Borgia-Drake said the board should take another look at elementary schools that end late — Barlow Mountain, Farmingville, and Veterans Park all end at 4 p.m. — and students who are not getting the “full educational benefit of their last period.”

‘Tremendous’ cost

The board also cited concerns about the cost of the project.

A scenario the board asked the superintendent’s office to investigate at an Oct. 22 meeting would have cost an estimated $2.77 million.

“I believe the science … but I cannot at this point agree to $2.7 million being taken out of our children’s education at this time,” said Holz.

“The cost is just tremendous,” said board member Jim Keidel. “I’d rather see those resources go to curriculum, or repairing buildings, or paying teachers, or things that we can see something tangible.”

Five elementary schools would have started at 8 a.m. under that proposed scenario.

But according to School Bus Consultants, the consultants hired by the board to come up with new busing plans for later start times, shifting only those five early-start elementary schools back by 10 minutes would drop the cost to $1.58 million — a savings of almost $1.2 million.

Transportation issues

It was that inconsistency that some board members said gave them pause, and raised doubts about the school transportation system as it currently stands.

“This report highlights to me that even with the current bus runs as they are, we still have some transportation issues that we’re trying to resolve,” said Stamatis.

All of the bell-time scenarios the board looked at that would have moved the schools back to a three-tier bus system came with an additional cost.

“When we went to the four-tier system, we locked ourselves into a really difficult position,” said board member Fran Walton. “It was done with an immediate cost savings… with no thought to anything down the road.”


Danbury Road resident Lisa Moore said the schools needed to focus on asbestos removal at Scotland and the removal of underground oil storage tanks at Veterans Park Elementary and East Ridge Middle School — both projects included in the board’s capital improvements request.

Moore called the start times project “fiscally irresponsible.”

“Any money allocated to school start times will be money cut from our teachers,” said Moore.

But not all were against the change.

“We need to move forward with this,” said Jessica Mancini, the current vice chairwoman of the Ridgefield Board of Finance.

“[The] extra hour of sleep is invaluable,” said Louzette Dovaras, a Barrack Hill Road resident. She argued that the board’s “investments in other areas” will not get their “return on investment” if kids aren’t getting adequate sleep.

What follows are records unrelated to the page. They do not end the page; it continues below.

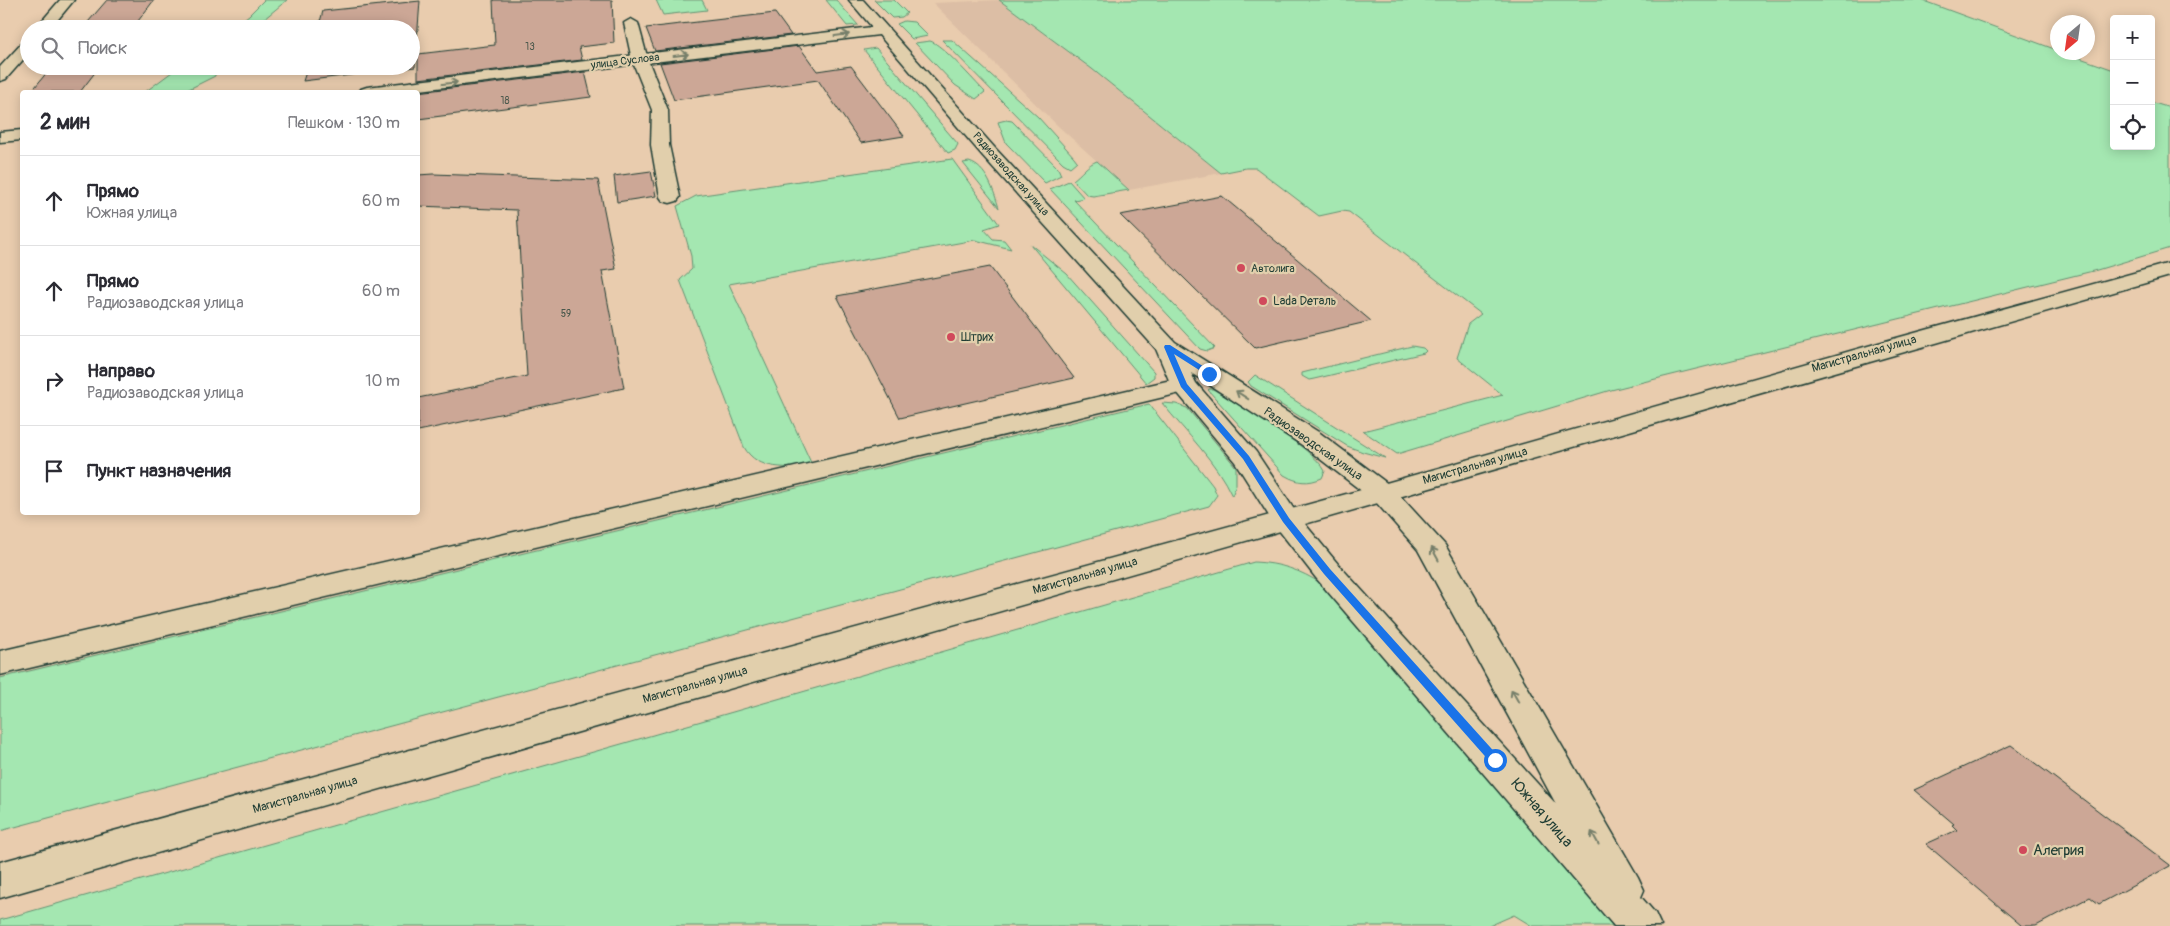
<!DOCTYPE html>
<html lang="ru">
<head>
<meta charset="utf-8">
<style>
  :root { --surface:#fff; --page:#f2f2f3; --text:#2b2b33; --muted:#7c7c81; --line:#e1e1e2 }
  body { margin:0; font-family:Pangolin,sans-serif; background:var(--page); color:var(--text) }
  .controls { position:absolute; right:15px; top:15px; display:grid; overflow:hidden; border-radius:5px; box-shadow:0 2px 12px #0003 }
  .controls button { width:45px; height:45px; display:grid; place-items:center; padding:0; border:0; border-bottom:1px solid var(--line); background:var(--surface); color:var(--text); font:25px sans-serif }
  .compass { position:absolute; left:2050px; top:15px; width:45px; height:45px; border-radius:50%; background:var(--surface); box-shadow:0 2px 12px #0003; rotate:209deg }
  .stop { position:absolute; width:15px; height:15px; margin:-11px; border:4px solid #1a73e8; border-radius:50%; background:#fff }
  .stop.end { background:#1a73e8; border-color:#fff; box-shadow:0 1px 5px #0008 }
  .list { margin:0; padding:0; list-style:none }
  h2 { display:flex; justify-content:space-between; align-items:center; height:65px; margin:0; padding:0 20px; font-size:21px }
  h2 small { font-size:16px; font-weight:400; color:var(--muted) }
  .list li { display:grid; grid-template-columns:32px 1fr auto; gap:15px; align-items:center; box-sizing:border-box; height:90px; padding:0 20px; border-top:1px solid var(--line) }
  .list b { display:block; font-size:19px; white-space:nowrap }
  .list p { margin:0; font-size:16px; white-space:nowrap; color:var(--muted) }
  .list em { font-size:16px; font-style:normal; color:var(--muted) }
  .icon { flex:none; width:28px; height:28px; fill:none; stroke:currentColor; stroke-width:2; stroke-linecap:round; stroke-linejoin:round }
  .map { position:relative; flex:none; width:2170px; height:926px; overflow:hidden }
  .search { position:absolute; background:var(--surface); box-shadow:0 2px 12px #0003; left:20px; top:20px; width:400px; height:55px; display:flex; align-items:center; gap:12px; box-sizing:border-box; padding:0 18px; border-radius:28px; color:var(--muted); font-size:19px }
  .panel { position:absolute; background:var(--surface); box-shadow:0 2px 12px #0003; left:20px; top:90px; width:400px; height:425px; border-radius:5px }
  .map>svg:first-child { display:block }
  .built { fill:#dcbea5 }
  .green { fill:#a4e7b1; stroke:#629272 }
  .building { fill:#cca796; stroke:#1f3d34 }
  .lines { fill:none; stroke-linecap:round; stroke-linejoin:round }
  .street-casing { stroke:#1f3d34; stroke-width:3 }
  .secondary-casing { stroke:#1f3d34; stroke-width:3 }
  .highway-casing { stroke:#1f3d34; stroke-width:3 }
  .street { fill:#e1cfac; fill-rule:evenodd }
  .secondary { fill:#e1cfac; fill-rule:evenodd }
  .highway { fill:#e1cfac; fill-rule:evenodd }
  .oneway { stroke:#767f6a }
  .route { fill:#1a73e8 }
  .poi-dot { fill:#d1495b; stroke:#e1cfac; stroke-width:2 }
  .labels { text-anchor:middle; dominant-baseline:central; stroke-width:4.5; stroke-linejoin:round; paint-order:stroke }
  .number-label { font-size:10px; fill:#4a584c }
  .far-street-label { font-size:11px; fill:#1f3d34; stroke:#e1cfac }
  .far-poi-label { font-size:11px; fill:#1f3d34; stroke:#e1cfac; text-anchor:start }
  .poi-label { font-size:12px; fill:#1f3d34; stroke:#e1cfac; text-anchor:start }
  .street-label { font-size:12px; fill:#1f3d34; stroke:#e1cfac }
  .near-street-label { font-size:15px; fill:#1f3d34; stroke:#e1cfac }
  .near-poi-label { font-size:15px; fill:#1f3d34; stroke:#e1cfac; text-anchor:start }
</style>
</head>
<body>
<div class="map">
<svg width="2170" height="926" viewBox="0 0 2170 926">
  <rect width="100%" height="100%" fill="#e9ccae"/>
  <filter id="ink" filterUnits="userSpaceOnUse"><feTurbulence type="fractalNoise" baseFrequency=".02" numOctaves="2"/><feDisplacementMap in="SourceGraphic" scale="10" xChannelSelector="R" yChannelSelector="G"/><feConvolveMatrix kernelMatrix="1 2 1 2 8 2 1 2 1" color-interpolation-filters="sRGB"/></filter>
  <g filter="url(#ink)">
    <path class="built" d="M999 0 1092 69 1221 173 1129 190 1057 125 933 3Z"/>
    <path class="green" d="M264 0H287L252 29H231L249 15Z
      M656 0H702L707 10 663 15Z
      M826 0H836L858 25 847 26Z
      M874 0H894L907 13 902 17 892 18Z
      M999 0H1921L2057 50 2058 52 2066 53 2114 70V146H2151V102L2170 108V248L2097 270 1611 390 1397 454 1363 431 1503 395 1457 358 1468 324 1481 314 1349 212 1342 211 1319 216 1256 168H1246L1221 173 1092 69Z
      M904 21 914 22 928 36 912 39 897 24Z
      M942 40H952L1038 117 1074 157 1077 161 1070 167 1063 163Z
      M930 41C941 43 975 82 985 92L976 99 955 85 915 43Z
      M876 48 958 144 955 150 948 153 864 50Z
      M180 66H215V76L183 92H145Z
      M1006 120 1012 121 1058 168 1061 175 1045 183 1006 143 998 122Z
      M952 159 999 224 984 229 993 239 1004 240 1011 249 975 240 729 284 813 467C788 467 758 472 744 447L680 280 692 269 691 256 677 206 696 196Z
      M1097 161 1129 190 1093 196 1087 195 1073 180C1081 174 1088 164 1097 161Z
      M969 162C987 167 994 192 999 208L963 163Z
      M1069 181 1084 198 1074 200 1215 348 1207 351 1200 349 1050 189Z
      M1030 244 1067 274 1154 372V377L1146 383Z
      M1412 346 1423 348 1426 351 1424 353 1314 379 1309 380 1302 376V373L1306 372Z
      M1255 375 1385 458 1363 452 1347 446 1251 386 1248 382Z
      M1209 389H1213C1238 405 1314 448 1325 471L1322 478C1308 484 1298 483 1284 475L1208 390Z
      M1162 403 1176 404 1187 408 1236 467V485L1232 496C1216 461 1186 433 1162 403Z
      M1149 404 1213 486 1217 495 1209 506 0 831V678Z
      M1254 562C1280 563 1300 570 1322 584L1626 926H1532L1514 915 1489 926H0V920L625 743Z"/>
    <path class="building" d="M107 0H154L132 29H82Z
      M493 0H612L614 43 579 47 582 60 418 79V54L495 45Z
      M420 1 415 67 303 81 308 66H411V29H318L323 11Z
      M775 13 791 35 655 51 646 28Z
      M799 46 817 71 851 66 904 136 861 143 818 80 674 100 660 63Z
      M52 66H100L80 92H31Z
      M585 72 591 97 418 119V92Z
      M651 171 656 196 617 202 614 176Z
      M433 174 598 180 616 269 602 271 624 388 418 431V398L527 376 517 210 418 206V175Z
      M1222 196 1371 321 1255 348 1120 215Z
      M990 267 1074 378 900 418 837 296Z
      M2011 745 2170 865V866L2099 904 2090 897 2036 926H2022L1926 844 1957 830 1952 825 1954 824 1914 790Z"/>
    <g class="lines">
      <g class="street-casing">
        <path id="street" d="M60 0H74L50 29H35Z
          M631 19 638 23 648 60 668 110 669 145 680 197 677 201 670 203 663 201 660 197 651 145 652 110 632 60 624 23Z
          M29 40V53L6 79 0 81V67L24 41Z
          M1184 377 1193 380 1197 385 1193 390 0 675V651Z
          M1382 484 1392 487 1445 545 1638 877 1644 890 1641 897 1655 913 1661 926H1614L1316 578 1271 520 1276 513 1286 511 1296 513 1338 564 1556 804 1418 550 1368 493 1372 487Z"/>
      </g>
      <g class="secondary-casing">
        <path id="secondary" d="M849 0H863L994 147 1175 342 1320 433 1392 487 1396 493 1392 499 1382 502 1372 499 1302 445 1191 373 1196 383 1256 452 1301 520 1296 527 1286 529 1276 527 1235 462 1171 385 1156 349 982 155 879 35 403 92H359L361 89 367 87 872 27Z
          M22 130V140L0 142V132Z"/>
      </g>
      <g class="highway-casing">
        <path id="highway" d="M2170 263V276L0 898V862L1372 487 1882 342Z"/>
      </g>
      <use href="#street" class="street"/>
      <use href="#secondary" class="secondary"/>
      <use href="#highway" class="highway"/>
    </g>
    <defs><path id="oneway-shaft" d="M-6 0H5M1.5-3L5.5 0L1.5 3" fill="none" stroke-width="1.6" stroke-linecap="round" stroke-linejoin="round" transform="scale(1.25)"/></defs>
    <g class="oneway">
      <use href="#oneway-shaft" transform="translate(842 35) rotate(-7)"/>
      <use href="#oneway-shaft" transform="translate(681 55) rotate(-7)"/>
      <use href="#oneway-shaft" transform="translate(450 83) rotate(-7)"/>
      <use href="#oneway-shaft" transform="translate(1242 395) rotate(-147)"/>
      <use href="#oneway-shaft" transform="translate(1435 554) rotate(-119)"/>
      <use href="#oneway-shaft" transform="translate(1515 696) rotate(-119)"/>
      <use href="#oneway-shaft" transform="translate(1595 838) rotate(-119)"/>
    </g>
  </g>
  <path class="route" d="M1165 345H1170L1212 372V375H1207L1174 354 1187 384 1249 456 1289 518 1330 569 1499 757 1500 760 1499 763H1491L1324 574 1283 522 1243 459 1181 387 1164 347Z"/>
  <g class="poi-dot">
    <circle cx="1241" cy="268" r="5"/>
    <circle cx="1263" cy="301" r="5"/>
    <circle cx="951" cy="337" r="5"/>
    <circle cx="2023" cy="850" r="5"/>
  </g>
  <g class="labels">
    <g class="number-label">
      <text x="530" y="47">13</text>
      <text x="505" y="101">18</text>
      <text x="566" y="314">59</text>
    </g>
    <g class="far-street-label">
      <text transform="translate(625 61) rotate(-7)">улица Суслова</text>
      <text transform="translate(1011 174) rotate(48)">Радиозаводская улица</text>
    </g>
    <g class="far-poi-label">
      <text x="1251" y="268">Автолига</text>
    </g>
    <g class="poi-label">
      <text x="1273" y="301">Lada Dеталь</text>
      <text x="961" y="337">Штрих</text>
    </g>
    <g class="street-label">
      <text transform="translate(1864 354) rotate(-16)">Магистральная улица</text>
      <text transform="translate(1313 444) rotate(35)">Радиозаводская улица</text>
      <text transform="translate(1475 466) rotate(-16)">Магистральная улица</text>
      <text transform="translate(1085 576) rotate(-16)">Магистральная улица</text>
      <text transform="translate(695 685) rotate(-16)">Магистральная улица</text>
      <text transform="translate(305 795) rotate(-16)">Магистральная улица</text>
    </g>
    <g class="near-street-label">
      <text transform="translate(1542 813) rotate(49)">Южная улица</text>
    </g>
    <g class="near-poi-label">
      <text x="2033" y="850">Алегрия</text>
    </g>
  </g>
</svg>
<div class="controls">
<button>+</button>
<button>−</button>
<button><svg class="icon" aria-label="locate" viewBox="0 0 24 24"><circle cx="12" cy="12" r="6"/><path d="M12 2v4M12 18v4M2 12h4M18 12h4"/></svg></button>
</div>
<svg class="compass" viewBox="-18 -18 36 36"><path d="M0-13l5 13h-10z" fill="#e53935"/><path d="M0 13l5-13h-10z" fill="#7c7c81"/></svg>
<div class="stop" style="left:1495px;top:760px"></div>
<div class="stop end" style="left:1209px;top:374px"></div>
<div class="search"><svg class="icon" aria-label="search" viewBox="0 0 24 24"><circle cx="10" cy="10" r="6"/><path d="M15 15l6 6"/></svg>Поиск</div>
<section class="panel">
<h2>2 мин<small>Пешком · 130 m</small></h2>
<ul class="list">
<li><svg class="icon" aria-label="ahead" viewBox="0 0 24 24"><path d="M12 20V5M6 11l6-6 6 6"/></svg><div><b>Прямо</b><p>Южная улица</p></div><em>60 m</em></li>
<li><svg class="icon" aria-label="ahead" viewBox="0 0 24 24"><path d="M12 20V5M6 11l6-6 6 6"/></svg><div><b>Прямо</b><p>Радиозаводская улица</p></div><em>60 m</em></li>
<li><svg class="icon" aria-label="right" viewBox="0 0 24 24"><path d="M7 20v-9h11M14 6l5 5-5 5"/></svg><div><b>Направо</b><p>Радиозаводская улица</p></div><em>10 m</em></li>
<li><svg class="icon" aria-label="arrive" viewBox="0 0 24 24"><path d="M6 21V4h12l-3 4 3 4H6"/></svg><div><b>Пункт назначения</b></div></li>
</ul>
</section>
</div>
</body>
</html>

Sandra Mahoney of Wild Turkey Court asked everyone opposed to later start times to stand and show the board where the majority of Ridgefield parents — and taxpayers — stood on the issue. Forty six residents followed that request and rose up in front of the Board of Education and district administrators.

“I ask the Board of Education to make a motion to rescind the approval of the the former superintendent’s recommendation to change school start times for the 2019-20 school year” Mahoney said. “In the interest of time, so you can proceed with the actual business of your meeting, I ask all those here who are in support of this statement to stand and be counted for the public record.”

Editor's note: an earlier version of this story attributed Kerry Knop as the speaker who asked parents to stand in support of rescinding the vote on later start times. It was Sandra Mahoney. This story has been updated.